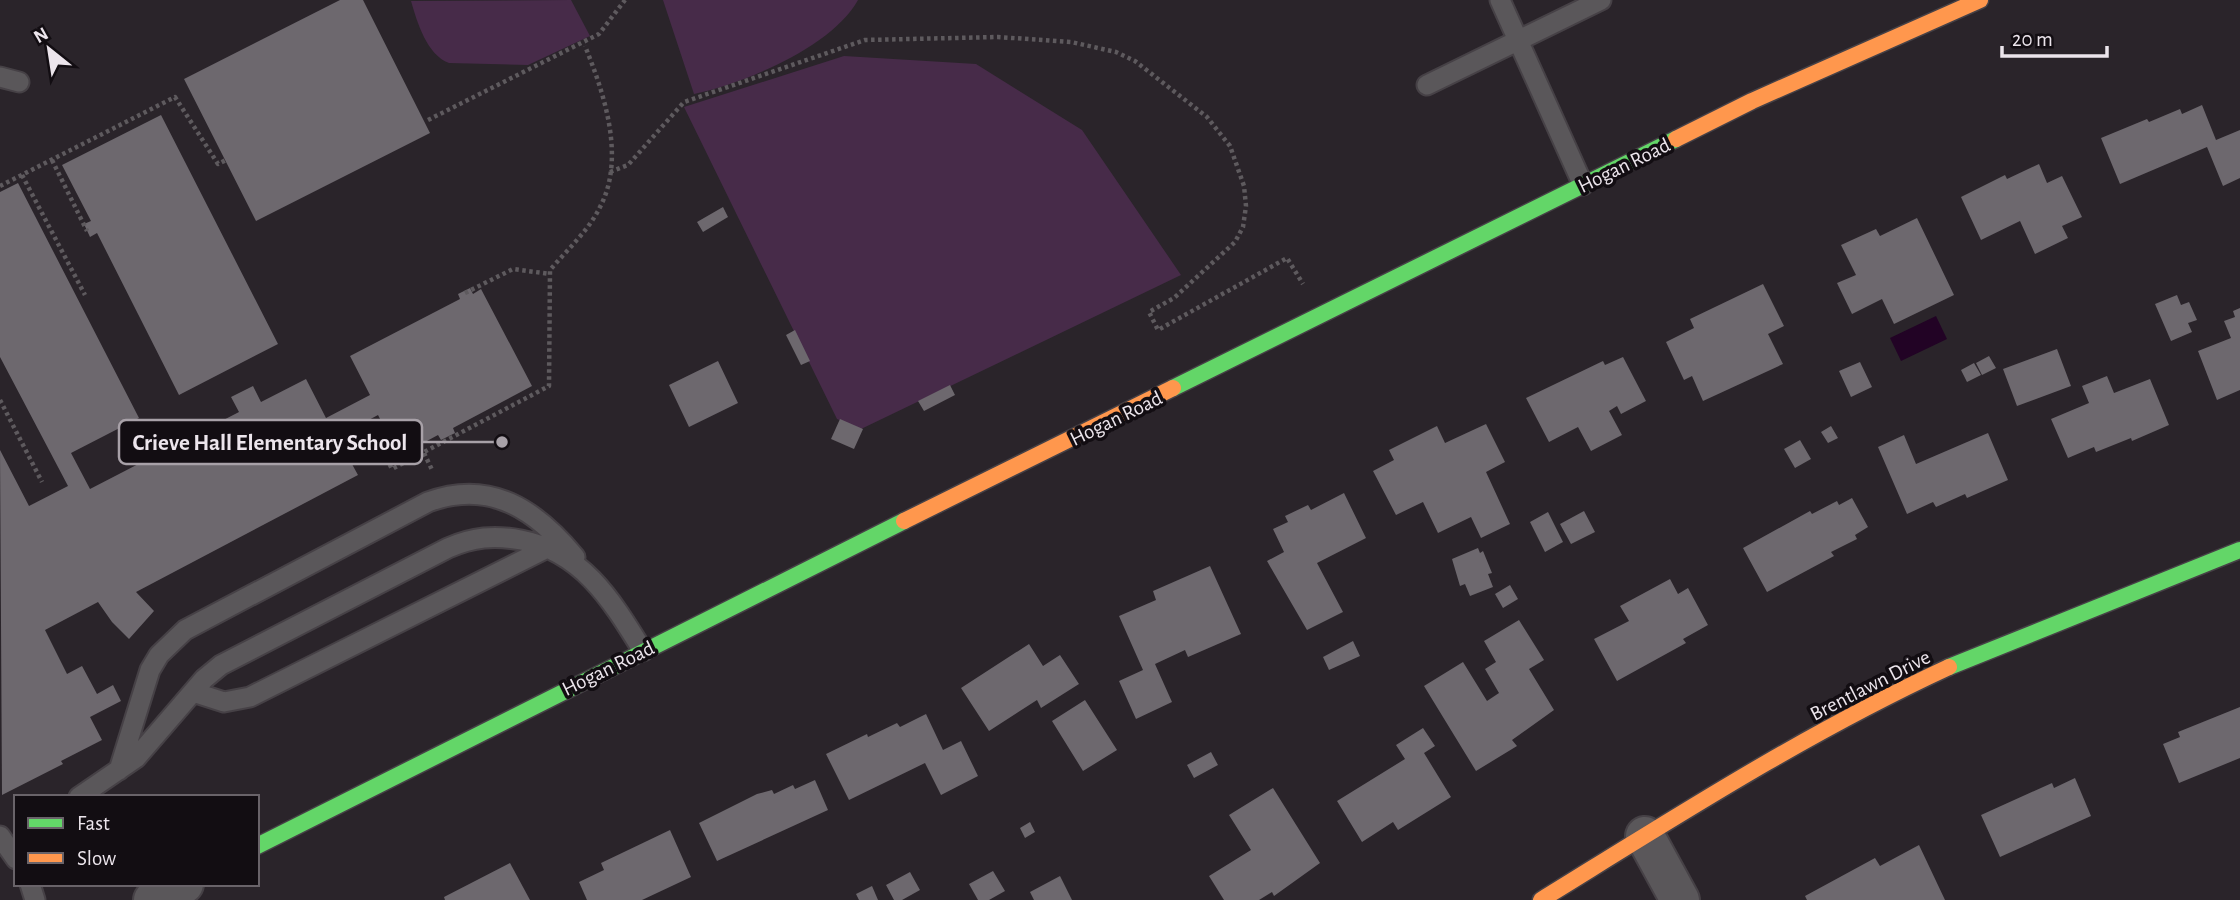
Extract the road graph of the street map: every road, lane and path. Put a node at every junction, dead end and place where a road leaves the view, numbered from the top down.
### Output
1 (625, 0) edge
2 (1500, 0) edge
3 (1601, 0) edge
4 (1980, 0) edge
5 (1518, 40) junction
6 (585, 46) dead end
7 (1427, 85) dead end
8 (428, 120) dead end
9 (52, 160) junction
10 (226, 160) dead end
11 (610, 172) junction
12 (22, 175) junction
13 (1583, 185) junction
14 (0, 186) edge
15 (87, 231) dead end
16 (550, 274) junction
17 (1306, 289) dead end
18 (465, 293) dead end
19 (85, 295) dead end
20 (0, 400) edge
21 (367, 421) dead end
22 (42, 482) dead end
23 (549, 547) junction
24 (2240, 550) edge
25 (598, 584) junction
26 (643, 651) junction
27 (193, 692) junction
28 (118, 771) junction
29 (82, 795) edge
30 (0, 836) edge
31 (1645, 836) junction
32 (259, 845) edge
33 (14, 856) edge
34 (180, 886) edge
35 (153, 900) edge
36 (1541, 900) edge
37 (1680, 900) edge

1 - 8 path
2 - 5 lane
3 - 5 lane
4 - 13 street, Hogan Road
5 - 7 lane
5 - 13 lane
6 - 11 path
9 - 10 path
9 - 12 path
9 - 15 path
11 - 16 path
11 - 17 path
12 - 14 path
12 - 19 path
13 - 26 street, Hogan Road
16 - 18 path
16 - 21 path
20 - 22 path
23 - 25 lane
23 - 27 lane
23 - 27 lane
24 - 31 street, Brentlawn Drive
25 - 26 lane
25 - 28 lane
26 - 32 street, Hogan Road
27 - 28 lane
28 - 29 lane
30 - 33 lane
31 - 36 street, Brentlawn Drive
31 - 37 street
34 - 35 street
- - - - -
Task prompt = State how many lines of the material above contain the word "Drive". Say nothing else.

Answer below = 2